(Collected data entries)
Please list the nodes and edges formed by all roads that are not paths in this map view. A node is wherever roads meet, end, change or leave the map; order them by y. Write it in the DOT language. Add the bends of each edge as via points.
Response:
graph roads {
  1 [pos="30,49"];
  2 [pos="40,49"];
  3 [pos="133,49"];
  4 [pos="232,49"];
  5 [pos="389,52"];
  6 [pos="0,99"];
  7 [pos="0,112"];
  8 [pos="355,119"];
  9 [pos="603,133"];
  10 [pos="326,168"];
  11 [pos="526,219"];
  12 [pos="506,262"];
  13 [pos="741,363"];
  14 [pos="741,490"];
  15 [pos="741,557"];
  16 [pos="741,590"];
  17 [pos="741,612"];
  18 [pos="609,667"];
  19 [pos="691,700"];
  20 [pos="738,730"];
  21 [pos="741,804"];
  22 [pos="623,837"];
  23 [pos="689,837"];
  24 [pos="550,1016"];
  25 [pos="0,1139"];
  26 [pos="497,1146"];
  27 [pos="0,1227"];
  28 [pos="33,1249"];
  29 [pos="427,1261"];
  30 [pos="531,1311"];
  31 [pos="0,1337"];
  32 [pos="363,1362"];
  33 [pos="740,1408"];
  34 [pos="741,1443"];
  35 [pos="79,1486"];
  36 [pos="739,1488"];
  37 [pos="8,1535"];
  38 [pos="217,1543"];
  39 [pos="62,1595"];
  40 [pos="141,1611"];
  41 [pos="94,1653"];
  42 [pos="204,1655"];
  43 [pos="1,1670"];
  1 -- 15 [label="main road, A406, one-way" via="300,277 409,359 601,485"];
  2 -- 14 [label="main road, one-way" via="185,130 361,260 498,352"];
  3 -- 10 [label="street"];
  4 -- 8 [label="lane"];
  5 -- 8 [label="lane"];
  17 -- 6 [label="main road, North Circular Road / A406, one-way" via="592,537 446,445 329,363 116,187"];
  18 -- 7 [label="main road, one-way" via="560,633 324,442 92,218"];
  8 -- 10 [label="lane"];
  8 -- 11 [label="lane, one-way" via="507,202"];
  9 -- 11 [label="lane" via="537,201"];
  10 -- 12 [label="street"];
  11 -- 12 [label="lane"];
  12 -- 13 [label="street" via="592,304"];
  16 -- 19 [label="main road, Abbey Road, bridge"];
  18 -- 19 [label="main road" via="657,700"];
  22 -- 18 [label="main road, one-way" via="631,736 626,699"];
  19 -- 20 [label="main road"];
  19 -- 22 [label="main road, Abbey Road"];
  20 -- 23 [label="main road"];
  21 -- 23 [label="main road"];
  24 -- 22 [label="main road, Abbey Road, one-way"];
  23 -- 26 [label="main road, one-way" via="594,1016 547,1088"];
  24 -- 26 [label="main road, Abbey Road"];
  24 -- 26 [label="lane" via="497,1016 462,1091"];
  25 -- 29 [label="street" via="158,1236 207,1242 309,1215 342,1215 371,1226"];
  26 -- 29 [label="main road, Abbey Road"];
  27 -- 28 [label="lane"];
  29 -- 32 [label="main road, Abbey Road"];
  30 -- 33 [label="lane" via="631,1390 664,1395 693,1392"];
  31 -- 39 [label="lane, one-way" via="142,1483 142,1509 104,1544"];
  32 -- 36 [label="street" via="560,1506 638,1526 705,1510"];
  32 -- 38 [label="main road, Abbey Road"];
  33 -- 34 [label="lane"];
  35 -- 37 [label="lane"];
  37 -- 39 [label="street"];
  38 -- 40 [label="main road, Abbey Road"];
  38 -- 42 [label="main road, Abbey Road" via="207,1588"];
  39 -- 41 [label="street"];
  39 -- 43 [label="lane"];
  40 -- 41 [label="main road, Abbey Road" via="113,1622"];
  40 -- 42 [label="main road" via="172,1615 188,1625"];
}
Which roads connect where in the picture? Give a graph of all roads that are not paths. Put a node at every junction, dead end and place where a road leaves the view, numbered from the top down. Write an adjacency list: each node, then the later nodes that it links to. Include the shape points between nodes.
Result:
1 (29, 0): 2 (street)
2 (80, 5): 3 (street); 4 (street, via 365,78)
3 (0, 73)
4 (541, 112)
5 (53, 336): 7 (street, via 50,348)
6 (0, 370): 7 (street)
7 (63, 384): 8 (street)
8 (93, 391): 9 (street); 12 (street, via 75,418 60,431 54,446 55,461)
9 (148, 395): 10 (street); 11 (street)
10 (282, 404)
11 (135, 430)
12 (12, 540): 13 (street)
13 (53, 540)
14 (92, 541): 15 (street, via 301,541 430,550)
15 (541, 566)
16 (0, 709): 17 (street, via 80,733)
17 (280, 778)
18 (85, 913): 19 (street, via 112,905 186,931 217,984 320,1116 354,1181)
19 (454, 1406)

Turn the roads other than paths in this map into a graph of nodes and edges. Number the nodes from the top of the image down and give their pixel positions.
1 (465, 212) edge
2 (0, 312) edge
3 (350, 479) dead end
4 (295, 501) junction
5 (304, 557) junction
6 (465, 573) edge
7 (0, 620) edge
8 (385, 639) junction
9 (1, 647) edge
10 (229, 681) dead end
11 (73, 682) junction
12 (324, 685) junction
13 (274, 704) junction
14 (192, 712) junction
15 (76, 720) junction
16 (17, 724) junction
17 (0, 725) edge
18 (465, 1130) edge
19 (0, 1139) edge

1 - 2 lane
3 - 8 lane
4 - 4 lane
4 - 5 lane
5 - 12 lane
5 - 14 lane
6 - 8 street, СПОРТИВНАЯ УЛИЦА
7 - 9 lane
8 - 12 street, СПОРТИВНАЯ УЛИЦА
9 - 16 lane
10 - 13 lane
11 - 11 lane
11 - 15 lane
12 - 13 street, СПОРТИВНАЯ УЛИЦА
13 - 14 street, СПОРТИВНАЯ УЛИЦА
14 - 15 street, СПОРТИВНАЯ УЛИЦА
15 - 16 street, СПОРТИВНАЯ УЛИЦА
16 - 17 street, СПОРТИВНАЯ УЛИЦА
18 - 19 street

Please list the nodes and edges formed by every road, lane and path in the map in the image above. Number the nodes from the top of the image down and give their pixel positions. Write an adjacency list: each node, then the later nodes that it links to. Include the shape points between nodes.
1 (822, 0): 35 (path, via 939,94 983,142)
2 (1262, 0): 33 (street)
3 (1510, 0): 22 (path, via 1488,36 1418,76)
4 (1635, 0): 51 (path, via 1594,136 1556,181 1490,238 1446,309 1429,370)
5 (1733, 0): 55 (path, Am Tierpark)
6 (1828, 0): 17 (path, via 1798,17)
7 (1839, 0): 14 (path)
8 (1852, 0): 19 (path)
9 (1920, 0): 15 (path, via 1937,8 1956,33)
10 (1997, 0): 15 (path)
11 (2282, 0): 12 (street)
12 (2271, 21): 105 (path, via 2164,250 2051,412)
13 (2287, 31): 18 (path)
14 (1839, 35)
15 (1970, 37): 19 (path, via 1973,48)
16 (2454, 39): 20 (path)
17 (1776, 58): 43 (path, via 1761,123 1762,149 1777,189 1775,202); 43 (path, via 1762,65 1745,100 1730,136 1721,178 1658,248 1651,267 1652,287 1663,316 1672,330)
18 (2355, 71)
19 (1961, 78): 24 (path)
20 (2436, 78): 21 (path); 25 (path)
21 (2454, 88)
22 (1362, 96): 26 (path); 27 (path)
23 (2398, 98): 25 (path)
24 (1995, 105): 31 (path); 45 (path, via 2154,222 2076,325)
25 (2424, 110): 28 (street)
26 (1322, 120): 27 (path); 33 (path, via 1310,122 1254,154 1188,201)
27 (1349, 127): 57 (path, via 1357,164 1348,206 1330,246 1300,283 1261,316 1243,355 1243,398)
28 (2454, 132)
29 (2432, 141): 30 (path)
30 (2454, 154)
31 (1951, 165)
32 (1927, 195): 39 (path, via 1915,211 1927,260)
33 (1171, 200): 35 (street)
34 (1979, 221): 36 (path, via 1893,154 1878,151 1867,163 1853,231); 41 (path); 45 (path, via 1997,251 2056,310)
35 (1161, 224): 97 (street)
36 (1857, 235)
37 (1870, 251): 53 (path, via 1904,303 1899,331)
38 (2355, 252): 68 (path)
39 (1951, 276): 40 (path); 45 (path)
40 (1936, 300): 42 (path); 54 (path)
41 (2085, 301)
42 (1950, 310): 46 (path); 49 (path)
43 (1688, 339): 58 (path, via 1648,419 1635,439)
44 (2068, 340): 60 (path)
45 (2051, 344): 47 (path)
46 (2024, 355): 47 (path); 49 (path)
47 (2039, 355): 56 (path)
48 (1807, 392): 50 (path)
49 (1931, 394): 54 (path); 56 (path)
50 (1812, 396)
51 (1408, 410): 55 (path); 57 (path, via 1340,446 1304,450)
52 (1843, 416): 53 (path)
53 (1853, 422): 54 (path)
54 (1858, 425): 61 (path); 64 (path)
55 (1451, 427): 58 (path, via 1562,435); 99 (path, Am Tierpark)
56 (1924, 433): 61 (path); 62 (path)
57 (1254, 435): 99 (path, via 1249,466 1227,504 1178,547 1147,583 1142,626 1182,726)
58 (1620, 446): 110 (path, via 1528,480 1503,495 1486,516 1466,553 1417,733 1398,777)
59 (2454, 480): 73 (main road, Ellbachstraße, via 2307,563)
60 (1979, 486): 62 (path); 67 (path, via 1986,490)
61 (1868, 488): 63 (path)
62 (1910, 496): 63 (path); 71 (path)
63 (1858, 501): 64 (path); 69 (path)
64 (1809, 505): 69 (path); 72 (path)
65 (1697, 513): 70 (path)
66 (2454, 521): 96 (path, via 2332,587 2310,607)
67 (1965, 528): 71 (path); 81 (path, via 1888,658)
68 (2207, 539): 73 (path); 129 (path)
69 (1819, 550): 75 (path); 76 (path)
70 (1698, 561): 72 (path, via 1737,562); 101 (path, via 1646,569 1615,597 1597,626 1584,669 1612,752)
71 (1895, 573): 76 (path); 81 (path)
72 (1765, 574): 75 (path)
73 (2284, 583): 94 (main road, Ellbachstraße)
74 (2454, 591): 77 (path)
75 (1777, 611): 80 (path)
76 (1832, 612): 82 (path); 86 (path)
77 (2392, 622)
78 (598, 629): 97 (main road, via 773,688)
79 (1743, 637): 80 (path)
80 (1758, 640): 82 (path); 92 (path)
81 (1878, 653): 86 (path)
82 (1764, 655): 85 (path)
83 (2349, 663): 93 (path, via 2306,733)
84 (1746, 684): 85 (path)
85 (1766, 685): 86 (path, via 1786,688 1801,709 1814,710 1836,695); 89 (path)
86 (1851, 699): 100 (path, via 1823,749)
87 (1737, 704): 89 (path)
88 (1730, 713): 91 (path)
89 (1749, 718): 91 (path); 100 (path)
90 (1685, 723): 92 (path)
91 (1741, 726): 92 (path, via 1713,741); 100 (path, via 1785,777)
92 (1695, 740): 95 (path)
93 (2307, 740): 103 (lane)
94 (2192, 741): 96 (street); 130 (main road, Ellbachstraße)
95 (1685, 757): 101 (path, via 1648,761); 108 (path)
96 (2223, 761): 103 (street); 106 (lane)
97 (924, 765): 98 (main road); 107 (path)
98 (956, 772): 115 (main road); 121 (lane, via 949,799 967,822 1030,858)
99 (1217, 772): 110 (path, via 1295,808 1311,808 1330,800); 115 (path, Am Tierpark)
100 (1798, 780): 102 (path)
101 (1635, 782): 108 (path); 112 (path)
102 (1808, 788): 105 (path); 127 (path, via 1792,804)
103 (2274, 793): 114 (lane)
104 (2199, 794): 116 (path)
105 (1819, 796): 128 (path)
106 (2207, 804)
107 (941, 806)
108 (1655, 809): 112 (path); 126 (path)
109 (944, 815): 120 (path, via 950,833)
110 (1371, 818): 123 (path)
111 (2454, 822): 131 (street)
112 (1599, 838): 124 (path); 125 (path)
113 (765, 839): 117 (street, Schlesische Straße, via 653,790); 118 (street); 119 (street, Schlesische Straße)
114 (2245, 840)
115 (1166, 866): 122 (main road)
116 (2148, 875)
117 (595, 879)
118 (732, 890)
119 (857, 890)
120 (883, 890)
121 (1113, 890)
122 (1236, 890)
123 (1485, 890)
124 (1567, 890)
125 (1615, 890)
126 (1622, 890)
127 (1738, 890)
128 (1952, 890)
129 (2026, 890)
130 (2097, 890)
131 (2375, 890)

__DIRECTIONS__. Which of the lines above include the word "shape"? List those lines.

__OUTPUT OF THE EXERCISE__.
Which roads connect where in the picture? Give a graph of all roads that are not paths. Put a node at every junction, dead end and place where a road leaves the view, numbered from the top down. Write an adjacency list: each node, then the later nodes that it links to. Include the shape points between nodes.
Please list the nodes and edges formed by every road, lane and path in the map in the image above. Number the nodes from the top of the image down and give their pixel positions. Write an adjacency list: each node, then the later nodes that it links to. Include the shape points between nodes.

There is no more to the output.